## Directions
Write the records below out again word for word, with the pictures removed.

## Source material
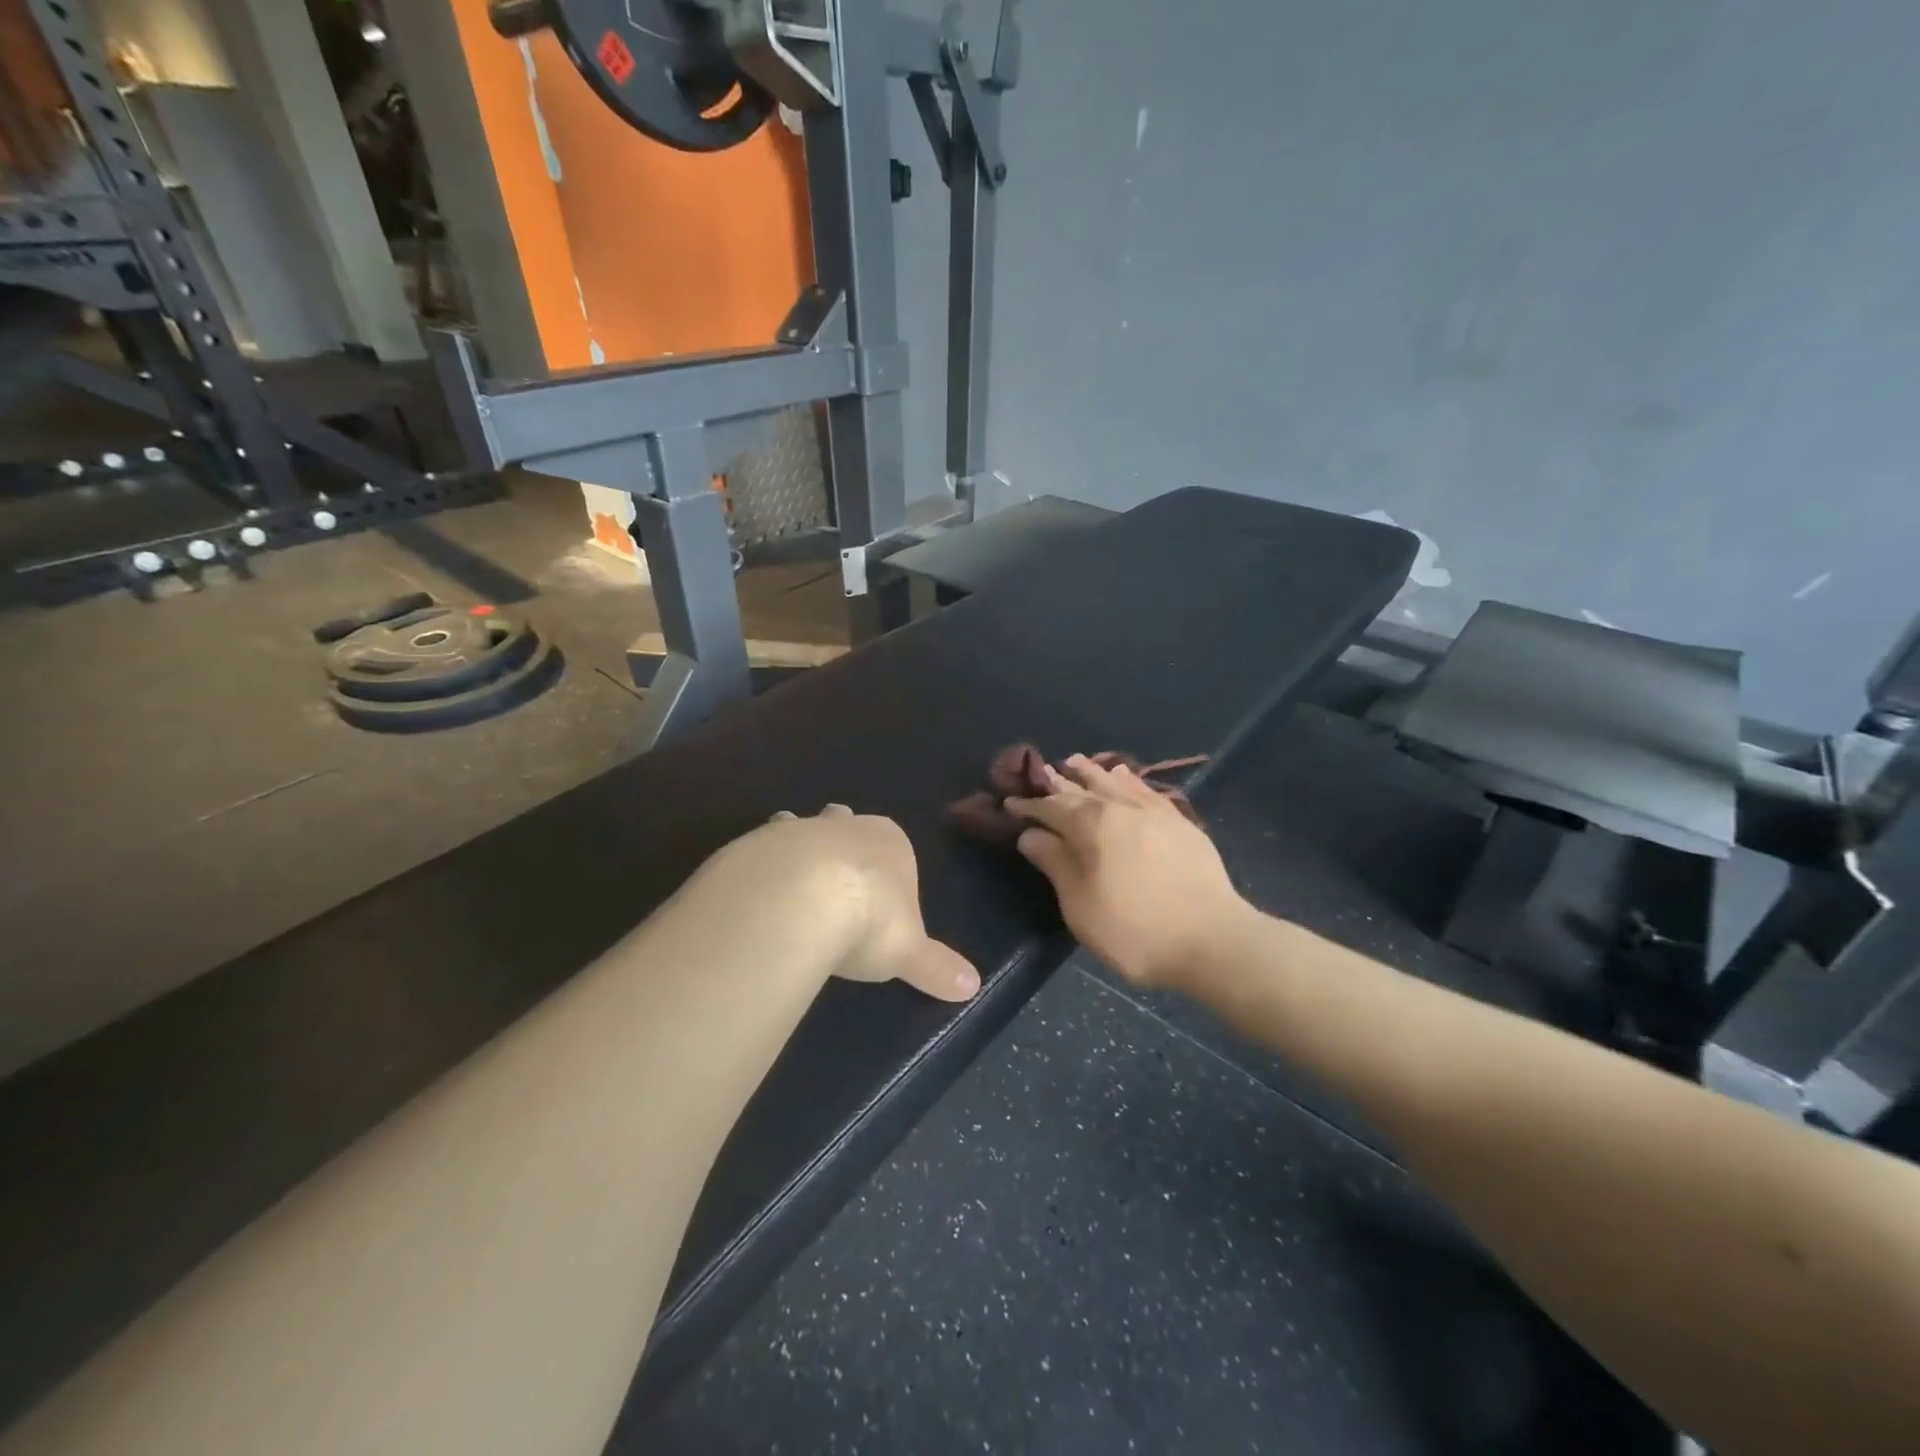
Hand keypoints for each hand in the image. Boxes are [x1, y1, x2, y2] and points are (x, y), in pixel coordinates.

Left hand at [713, 805, 980, 1001]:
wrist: (797, 900)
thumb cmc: (868, 920)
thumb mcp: (908, 951)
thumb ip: (937, 967)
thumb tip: (973, 985)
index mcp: (888, 842)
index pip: (893, 845)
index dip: (887, 865)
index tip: (879, 892)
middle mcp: (842, 827)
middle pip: (843, 823)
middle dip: (839, 840)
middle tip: (832, 875)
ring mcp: (794, 832)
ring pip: (797, 829)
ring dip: (793, 849)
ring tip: (788, 883)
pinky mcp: (752, 846)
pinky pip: (758, 855)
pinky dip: (757, 871)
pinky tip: (754, 899)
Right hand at [1008, 754, 1249, 990]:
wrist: (1213, 940)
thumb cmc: (1135, 930)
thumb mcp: (1080, 905)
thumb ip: (1054, 863)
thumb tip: (1030, 833)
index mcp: (1090, 826)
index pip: (1051, 807)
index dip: (1028, 805)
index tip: (1010, 802)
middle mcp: (1120, 807)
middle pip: (1081, 789)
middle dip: (1056, 783)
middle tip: (1039, 775)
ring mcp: (1154, 811)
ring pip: (1114, 782)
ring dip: (1091, 772)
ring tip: (1074, 762)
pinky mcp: (1180, 821)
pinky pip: (1146, 789)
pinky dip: (1128, 779)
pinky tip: (1123, 775)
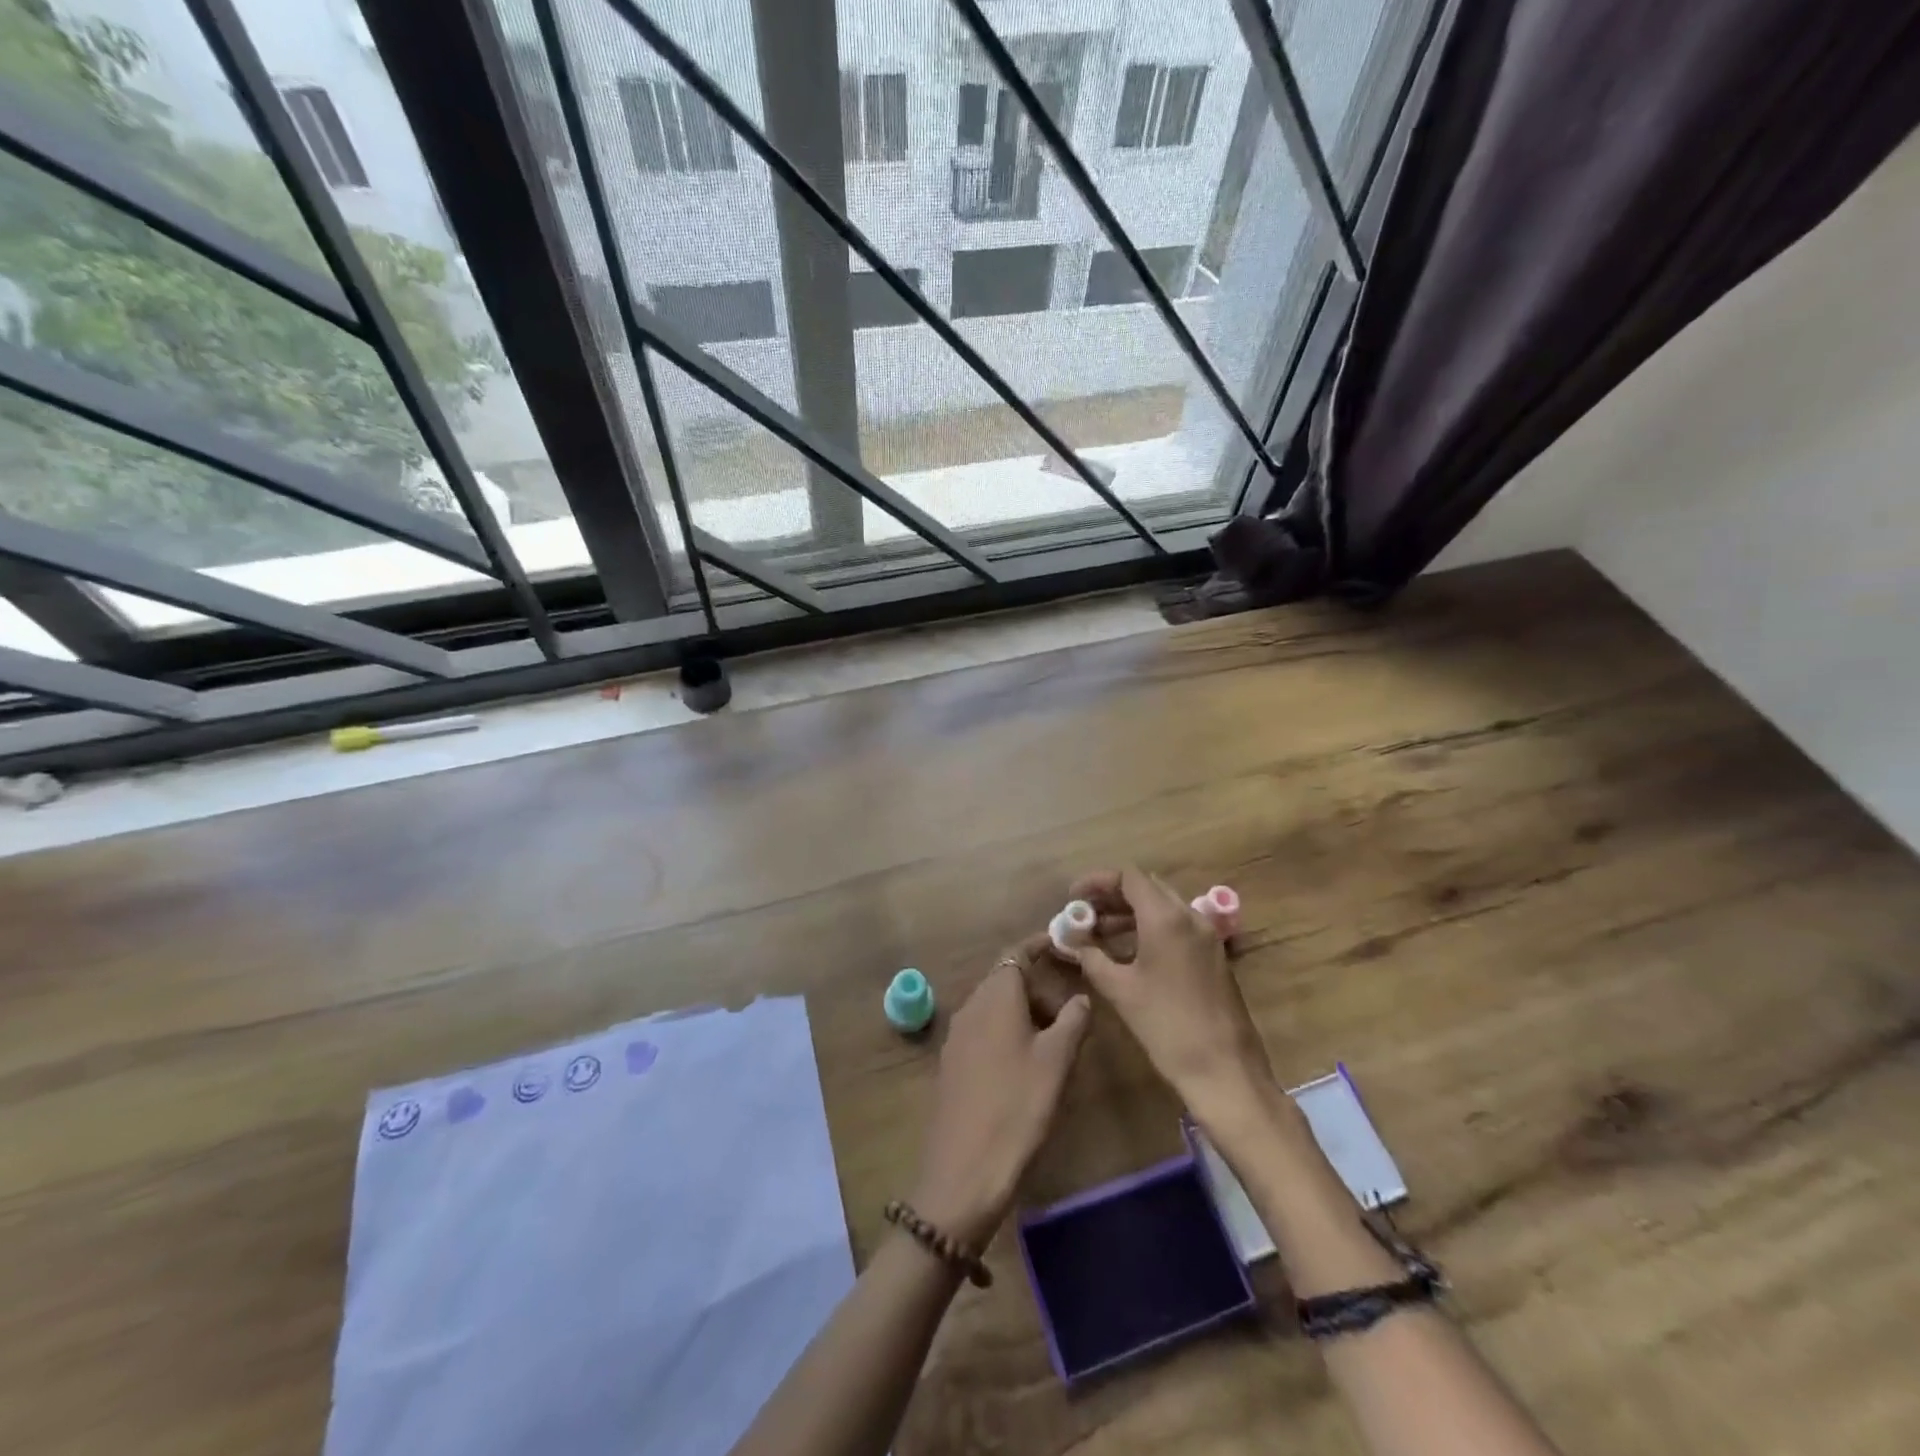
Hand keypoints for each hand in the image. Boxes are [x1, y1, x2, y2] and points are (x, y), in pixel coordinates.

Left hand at [910, 937, 1091, 1249]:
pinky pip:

## Written response
Hand keypoints for each hand in the image. Boxes are [x1, y1, x2, y2] and points are (x, y), in pixel coordinates.

Left hand at [713, 805, 980, 1001]:
wrist: (797, 900)
thumb cmc: (868, 920)
thumb mcp: (908, 951)
thumb ip: (937, 967)
thumb tip: (973, 985)
index mcp: (888, 842)
index pip: (893, 845)
index dip: (887, 865)
index tip: (879, 892)
middle mcp: (842, 827)
middle pip: (843, 823)
middle dip: (839, 840)
middle tip: (832, 875)
ring mcp: (794, 832)
ring pip: (797, 829)
ring dip: (793, 849)
ring tip: (788, 883)
pinky mcp: (752, 846)
pinky pip: (758, 855)
pinky dip: (757, 871)
pinky tip: (754, 899)
Right hand at [1008, 754, 1249, 990]:
wrist: (1213, 940)
thumb cmc: (1135, 930)
thumb mcp: (1080, 905)
thumb ip: (1054, 863)
thumb tip: (1030, 833)
index mcp: (1090, 826)
index pip: (1051, 807)
index dip: (1028, 805)
index tip: (1010, 802)
middle mcp: (1120, 807)
middle pip: (1081, 789)
middle dip: (1056, 783)
middle tip: (1039, 775)
ring mcp: (1154, 811)
ring pip: (1114, 782)
ring dip: (1091, 772)
ring tip: (1074, 762)
pinky mcp: (1180, 821)
pinky pip: (1146, 789)
pinky dip: (1128, 779)
pinky tip: (1123, 775)
Hand keypoints for each hand in the image. Boxes are [x1, y1, x2, y2] and points are (x, y), in pixel coordinates.

Left hand at [910, 937, 1091, 1249]:
pinky pip:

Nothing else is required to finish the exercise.